I also used a zigzag stitch to cover the raw edge of the piece of fabric I used to make the shape of the mountains. My intention was to give it a slightly jagged edge rather than a smooth outline. As many of the mountains near Madrid are very rocky, a smooth silhouette didn’t seem appropriate.

Finally, I finished up my fun afternoon of fabric manipulation by having a crack at the clouds. While looking through old photos for this blog post I was reminded of a technique involving folding fabric into pleats and then stitching them in alternate directions. This transforms the pleats from flat folds into 3D waves. I don’t know why I find this technique so delightful but for some reason it makes me very happy.
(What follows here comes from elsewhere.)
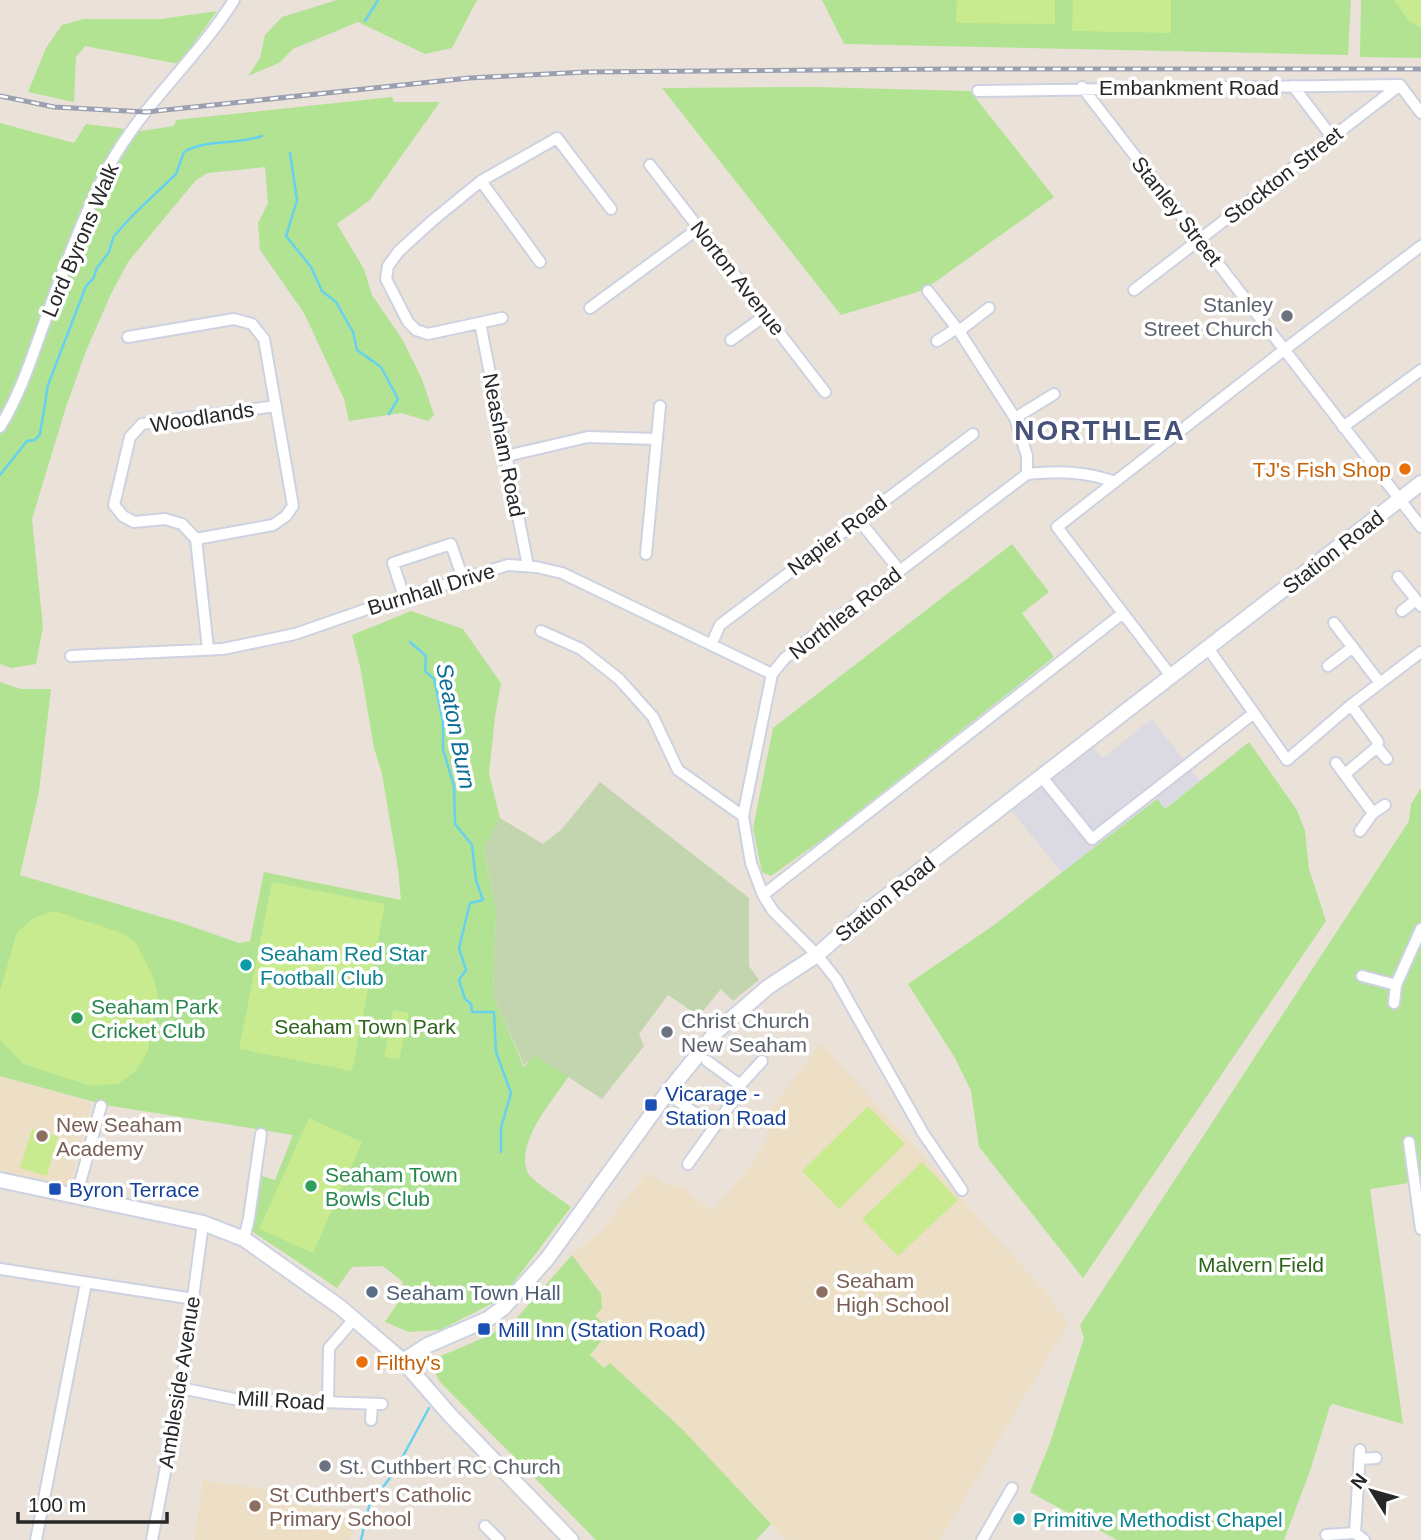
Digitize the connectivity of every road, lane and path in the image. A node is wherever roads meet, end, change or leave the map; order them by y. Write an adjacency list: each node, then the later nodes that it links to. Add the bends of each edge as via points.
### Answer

I think these short folds created by rows of stitching about 1.5cm apart work very nicely for the section of clouds in the top left corner of the picture that are broken up into small rows and bubbles. I don’t think this technique works well for the larger fluffier looking section of cloud on the right-hand side above the highest peak. I’ll have to do a bit more sampling and exploring to establish what material and technique will work best for this section.

This is very much a work in progress and I’m not even sure I’ll ever put together a full and final piece of art based on this picture. It may turn out to have been simply a fun way to fill an afternoon fannying about with fabric.

I’ve often thought that I’d like to make another version of the solar system picture. One with a bit more thought behind it that I’d like as much as Husband likes the original. So maybe that will be my next artistic pursuit rather than the mountains of Madrid.

Or maybe I’ll go back to patching holes in the knees of jeans and sewing rogue buttons back onto my ever-growing collection of shirts. Who knows when the creative mood will wash over me again? For now, all I can say is that it’s reassuring to know I can still flex my creative flare when the mood takes me and I haven’t forgotten everything I learned at school all those years ago.